Eh voilà, dans moins de 25 jours, nous serons encore une fois à Noël. Bien sûr, Noël évoque pour chacun de nombreux sentiments, de joie, de calme, de belles cartes des Fêtes avec des paysages d’hiver de toute beauté et aussi, pour les chrétiens, la venue du Jésus de la crèche avec son message d’amour et de paix. Et Dieu sait que par les temps qui courent, on en a un grand besoin.
Pour moi, un des grands plaisirs des Fêtes, c’est la bonne bouffe. Je me souviens de ma mère qui faisait ses gâteaux aux fruits, ses tourtières et mille et un petits biscuits à la mélasse, sablés, carrés aux dates, gâteaux Reine Elizabeth, etc. Puis, il y a la dinde traditionnelle, avec patates en purée dans une belle sauce brune, sauces aux canneberges et quoi encore pour nous mettre l’eau à la bouche. Il y a aussi les sucreries, les bonbons durs qu’on suce pendant des heures, les cannes à la menthe, et le chocolat.

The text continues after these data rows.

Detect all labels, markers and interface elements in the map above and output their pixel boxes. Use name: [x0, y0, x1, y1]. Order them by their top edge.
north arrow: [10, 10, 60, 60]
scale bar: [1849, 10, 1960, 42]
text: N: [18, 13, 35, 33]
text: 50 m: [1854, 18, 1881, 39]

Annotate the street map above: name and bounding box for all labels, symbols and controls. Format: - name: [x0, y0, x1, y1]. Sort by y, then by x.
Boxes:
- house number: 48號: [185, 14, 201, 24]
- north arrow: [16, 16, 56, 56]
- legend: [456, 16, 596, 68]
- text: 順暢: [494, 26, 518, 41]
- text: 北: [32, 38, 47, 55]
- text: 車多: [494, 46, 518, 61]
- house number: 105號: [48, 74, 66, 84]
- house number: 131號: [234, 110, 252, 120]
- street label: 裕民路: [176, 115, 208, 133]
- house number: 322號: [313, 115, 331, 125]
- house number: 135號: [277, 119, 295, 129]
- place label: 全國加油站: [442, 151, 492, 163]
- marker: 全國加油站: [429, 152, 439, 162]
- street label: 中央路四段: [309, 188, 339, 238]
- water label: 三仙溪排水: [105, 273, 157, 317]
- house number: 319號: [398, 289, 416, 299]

Quand j’étais au collège, je ne vivais plus les heures dans la maison paternelle avec toutes les odeurs et les senteurs agréables que dégageaient tous ces préparatifs pour les Fêtes. On pillait le garde-manger de maman et plus tard, pour moi, je guettais ma femme pour voir où elle allait mettre toutes ces bonnes choses en attendant l’arrivée du réveillon. À la cachette, je dérobais les morceaux que j’aimais le mieux. Invariablement, je me faisais prendre et j’en entendais parler pendant plusieurs minutes! «Tu donnes un mauvais exemple aux enfants. On va arriver à Noël et il ne restera plus rien!» Je récidivais, c’était plus fort que moi.
Puis Noël n’arrivait jamais assez vite. Combien avons-nous de souvenirs de repas abondants de Noël ou du Jour de l’An? Tout le monde s’affairait, la table était mise, les tourtières au fourneau, les cierges éclairaient la table et toujours, toujours, ces odeurs délicieuses qui imprégnaient la maison. La visite arrive, on échange les vœux d’occasion, la joie rayonne sur les visages et on passe à table. Rien de mieux qu’une bonne bouffe pour alimenter la conversation et répandre la joie. Il semble qu’autour d’une table bien mise, une assiette chargée de bonnes choses, on ne peut faire autrement que de jouir et de se bourrer la tête de souvenirs qui vont nous hanter à chaque année au temps de Noël.
Je me permets de vous donner une recette de mon dessert préféré à Noël : La tarte au suif. Une tasse de cassonade, 1/4 tasse de farine tout usage, une c. à thé d’essence d’érable, 1/2 tasse de raisins de Corinthe, 1/3 tasse d’eau et 1/3 tasse de vinaigre. Couvrir l’assiette à tarte de pâte avec le sucre brun et la farine, ajouter la tasse d’eau et de vinaigre et brasser légèrement. Mettre des lisières de pâte d’un pouce d’un côté à l’autre de l’assiette. Cuire la pâte au four.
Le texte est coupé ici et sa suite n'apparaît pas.